Take every line from the entries below that includes the word "Makolągwy" and copy it.

^^^^^^^^^^^^^^^^

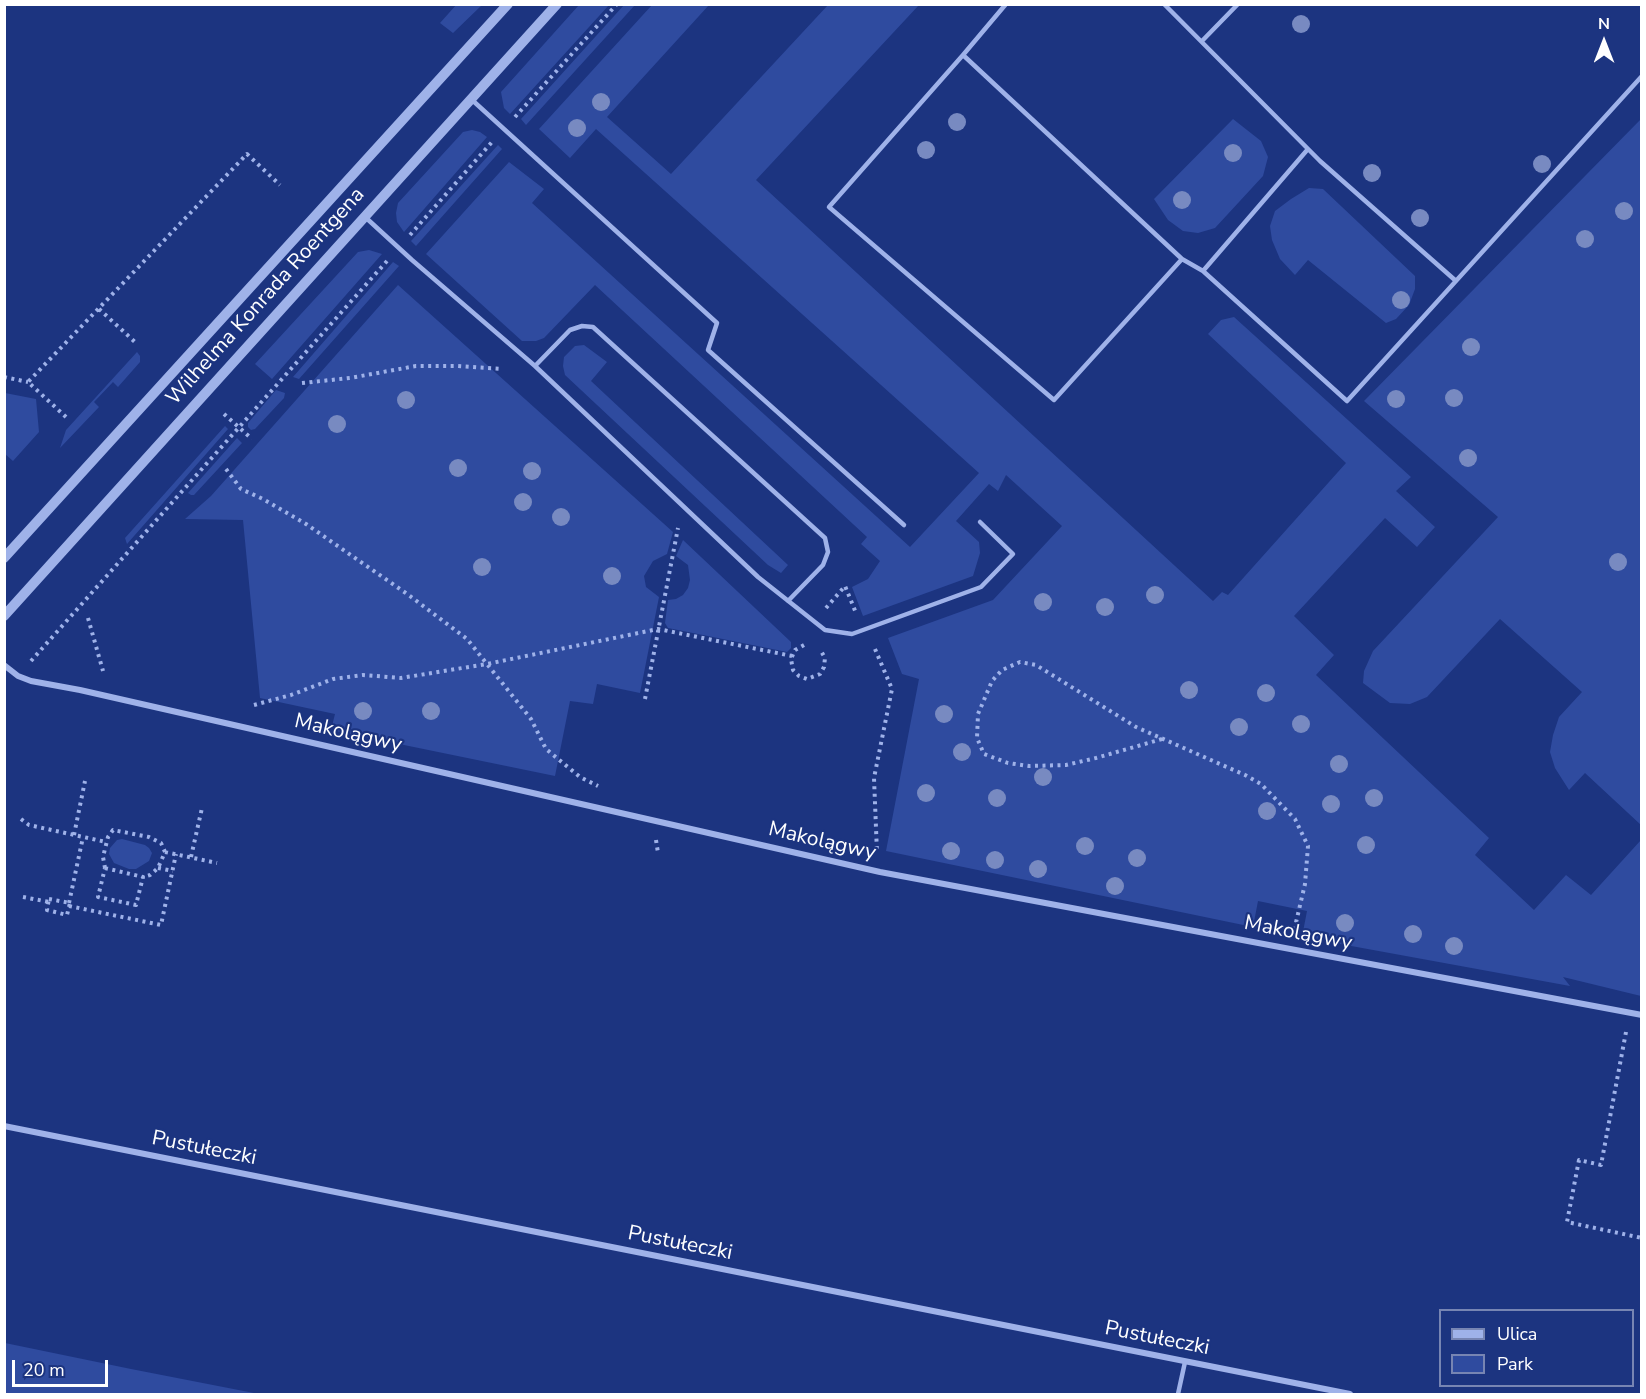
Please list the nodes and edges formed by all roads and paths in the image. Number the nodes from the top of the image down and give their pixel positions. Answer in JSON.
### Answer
{"nodes":[{"id":1,"x":508,"y":4,"type":"edge"},
{"id":2,"x":557,"y":4,"type":"edge"},
{"id":3,"x":617,"y":4,"type":"edge"},
{"id":4,"x":1006,"y":4,"type":"edge"},
{"id":5,"x":1164,"y":4,"type":"edge"},
{"id":6,"x":1238,"y":4,"type":"edge"},
{"id":7,"x":1202,"y":41,"type":"junction"},
{"id":8,"x":963,"y":55,"type":"junction"},
{"id":9,"x":1641,"y":76,"type":"edge"},
{"id":10,"x":471,"y":99,"type":"junction"},
{"id":11,"x":503,"y":130,"type":"junction"},
{"id":12,"x":1308,"y":149,"type":"junction"},
{"id":13,"x":280,"y":185,"type":"dead end"},
{"id":14,"x":364,"y":216,"type":"junction"},
{"id":15,"x":399,"y":248,"type":"junction"},
{"id":16,"x":1182,"y":259,"type":"junction"},
{"id":17,"x":1203,"y":271,"type":"junction"},
{"id":18,"x":1456,"y":281,"type":"junction"},
{"id":19,"x":99,"y":309,"type":"junction"},
{"id":20,"x":135,"y":342,"type":"dead end"},
{"id":21,"x":535,"y":366,"type":"junction"},
{"id":22,"x":502,"y":369,"type":"dead end"},
{"id":23,"x":4,"y":377,"type":"edge"},
{"id":24,"x":28,"y":382,"type":"junction"},
{"id":25,"x":302,"y":383,"type":"dead end"},
{"id":26,"x":224,"y":414,"type":"dead end"},
{"id":27,"x":66,"y":417,"type":"dead end"},
{"id":28,"x":239,"y":427,"type":"junction"},
{"id":29,"x":252,"y":439,"type":"dead end"},
{"id":30,"x":225,"y":469,"type":"dead end"},
{"id":31,"x":980,"y":522,"type":"dead end"},
{"id":32,"x":904,"y":525,"type":"dead end"},
{"id":33,"x":678,"y":528,"type":"dead end"},
{"id":34,"x":4,"y":558,"type":"edge"},
{"id":35,"x":788,"y":601,"type":"junction"},
{"id":36,"x":4,"y":616,"type":"edge"},
{"id":37,"x":88,"y":618,"type":"dead end"},
{"id":38,"x":813,"y":621,"type":"junction"},
{"id":39,"x":658,"y":630,"type":"junction"},
{"id":40,"x":863,"y":630,"type":"junction"},
{"id":41,"x":804,"y":645,"type":"dead end"},
{"id":42,"x":875,"y":649,"type":"dead end"},
{"id":43,"x":821,"y":651,"type":"dead end"},
{"id":44,"x":792,"y":656,"type":"junction"},
{"id":45,"x":31,"y":661,"type":"dead end"},
{"id":46,"x":487,"y":664,"type":"junction"},
{"id":47,"x":4,"y":665,"type":"edge"},
{"id":48,"x":103,"y":671,"type":"dead end"},
{"id":49,"x":645,"y":699,"type":"dead end"},
{"id":50,"x":254,"y":705,"type":"dead end"},
{"id":51,"x":1162,"y":739,"type":"junction"},
{"id":52,"x":85,"y":781,"type":"dead end"},
{"id":53,"x":599,"y":786,"type":"dead end"},
{"id":54,"x":202,"y":808,"type":"dead end"},
{"id":55,"x":21,"y":819,"type":"dead end"},
{"id":56,"x":654,"y":822,"type":"junction"},
{"id":57,"x":74,"y":835,"type":"junction"},
{"id":58,"x":83,"y":837,"type":"junction"},
{"id":59,"x":106,"y":842,"type":"junction"},
{"id":60,"x":165,"y":852,"type":"junction"},
{"id":61,"x":658,"y":853,"type":"dead end"},
{"id":62,"x":176,"y":854,"type":"junction"},
{"id":63,"x":191,"y":857,"type":"junction"},
{"id":64,"x":217,"y":863,"type":"dead end"},
{"id":65,"x":105,"y":868,"type":"junction"},
{"id":66,"x":158,"y":868,"type":"junction"},
{"id":67,"x":173,"y":871,"type":"junction"},
{"id":68,"x":880,"y":872,"type":"junction"},
{"id":69,"x":143,"y":877,"type":"junction"},
{"id":70,"x":23,"y":897,"type":"dead end"},
{"id":71,"x":49,"y":902,"type":"junction"},
{"id":72,"x":69,"y":904,"type":"junction"},
{"id":73,"x":1290,"y":949,"type":"junction"},
{"id":74,"x":1641,"y":1015,"type":"edge"},
{"id":75,"x":1634,"y":1033,"type":"dead end"},
{"id":76,"x":4,"y":1126,"type":"edge"},
{"id":77,"x":1641,"y":1238,"type":"edge"},
{"id":78,"x":1185,"y":1362,"type":"junction"},
{"id":79,"x":1178,"y":1395,"type":"edge"},
{"id":80,"x":1350,"y":1395,"type":"edge"}],
"edges":[{"from":1,"to":34,"type":"street","name":"Wilhelma Konrada Roentgena"},
{"from":2,"to":10,"type":"street","name":"Wilhelma Konrada Roentgena"},
{"from":3,"to":11,"type":"path"},
{"from":4,"to":8,"type":"lane"},
{"from":5,"to":7,"type":"lane"},
{"from":6,"to":7,"type":"lane"},
{"from":7,"to":12,"type":"lane"},
{"from":8,"to":16,"type":"lane"},
{"from":8,"to":16,"type":"lane"},
{"from":9,"to":18,"type":"lane"},
{"from":10,"to":11,"type":"lane"},
{"from":10,"to":14,"type":"street","name":"Wilhelma Konrada Roentgena"},
{"from":11,"to":15,"type":"path"},
{"from":11,"to":32,"type":"lane"},
{"from":12,"to":17,"type":"lane"},
{"from":12,"to":18,"type":"lane"},
{"from":13,"to":19,"type":"path"},
{"from":14,"to":15,"type":"lane"},
{"from":14,"to":36,"type":"street","name":"Wilhelma Konrada Roentgena"},
{"from":15,"to":21,"type":"lane"},
{"from":15,"to":28,"type":"path"},
{"from":16,"to":17,"type":"lane"},
{"from":17,"to":18,"type":"lane"},
{"from":19,"to":20,"type":"path"},
{"from":19,"to":24,"type":"path"},
{"from":21,"to":35,"type":"lane"},
{"from":21,"to":35,"type":"lane"},
{"from":22,"to":25,"type":"path"},
{"from":23,"to":24,"type":"path"},
{"from":24,"to":27,"type":"path"},
{"from":26,"to":28,"type":"path"},
{"from":28,"to":29,"type":"path"},
{"from":28,"to":45,"type":"path"},
{"from":30,"to":46,"type":"path"},
{"from":31,"to":40,"type":"lane"},
{"from":33,"to":39,"type":"path"},
{"from":35,"to":38,"type":"lane"},
{"from":37,"to":48,"type":"path"},
{"from":38,"to":40,"type":"lane"},
{"from":38,"to":40,"type":"path"},
{"from":39,"to":44,"type":"path"},
{"from":39,"to":46,"type":"path"},
{"from":39,"to":49,"type":"path"},
{"from":41,"to":44,"type":"path"},
{"from":42,"to":68,"type":"path"},
{"from":43,"to":44,"type":"path"},
{"from":46,"to":50,"type":"path"},
{"from":46,"to":53,"type":"path"},
{"from":47,"to":56,"type":"street","name":"Makolągwy"},
{"from":51,"to":51,"type":"path"},
{"from":51,"to":73,"type":"path"},
{"from":52,"to":57,"type":"path"},
{"from":54,"to":63,"type":"path"},
{"from":55,"to":57,"type":"path"},
{"from":56,"to":61,"type":"path"},
{"from":56,"to":68,"type":"street","name":"Makolągwy"},
{"from":57,"to":58,"type":"path"},
{"from":58,"to":59,"type":"path"},
{"from":58,"to":72,"type":"path"},
{"from":59,"to":60,"type":"path"},
{"from":59,"to":65,"type":"path"},
{"from":60,"to":62,"type":"path"},
{"from":60,"to":66,"type":"path"},
{"from":62,"to":63,"type":"path"},
{"from":62,"to":67,"type":"path"},
{"from":63,"to":64,"type":"path"},
{"from":65,"to":69,"type":"path"},
{"from":65,"to":69,"type":"path"},
{"from":66,"to":67,"type":"path"},
{"from":66,"to":69,"type":"path"},
{"from":67,"to":72,"type":"path"},
{"from":68,"to":73,"type":"street","name":"Makolągwy"},
{"from":70,"to":71,"type":"path"},
{"from":71,"to":72,"type":"path"},
{"from":71,"to":72,"type":"path"},
{"from":73,"to":74,"type":"street","name":"Makolągwy"},
{"from":75,"to":77,"type":"path"},
{"from":76,"to":78,"type":"street","name":"Pustułeczki"},
{"from":78,"to":79,"type":"lane"},
{"from":78,"to":80,"type":"street","name":"Pustułeczki"}]}
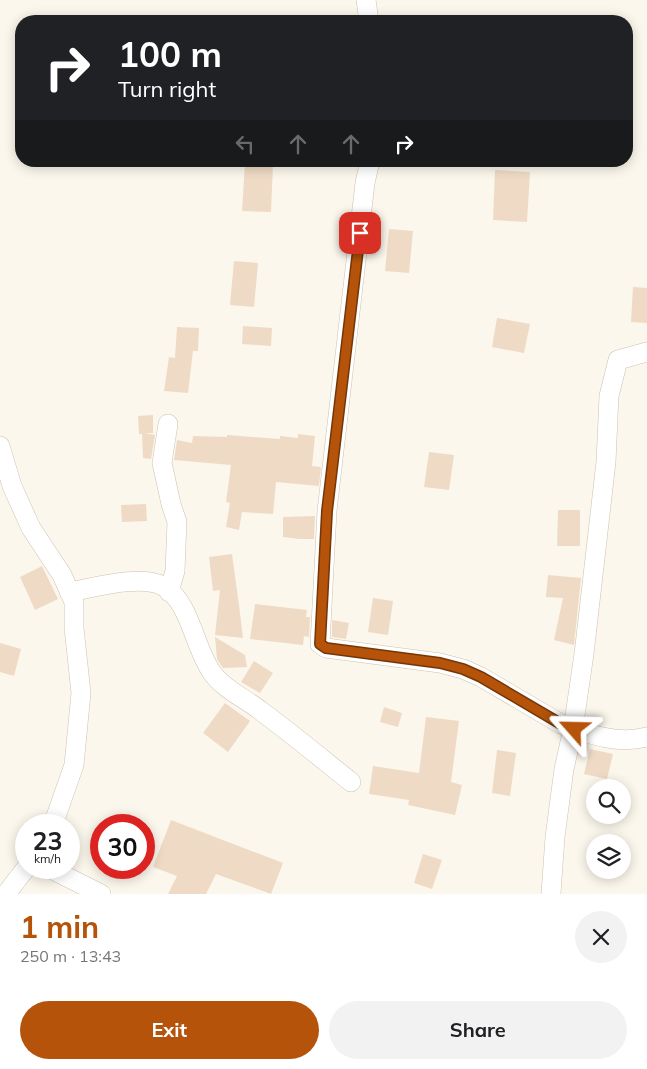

^^^^^^^^^^^^^^^^

▶ [Response area]
{"from":47,"to":56,"type":"street","name":"Makolągwy"},
{"from":56,"to":68,"type":"street","name":"Makolągwy"},
{"from":68,"to":73,"type":"street","name":"Makolągwy"},
{"from":73,"to":74,"type":"street","name":"Makolągwy"},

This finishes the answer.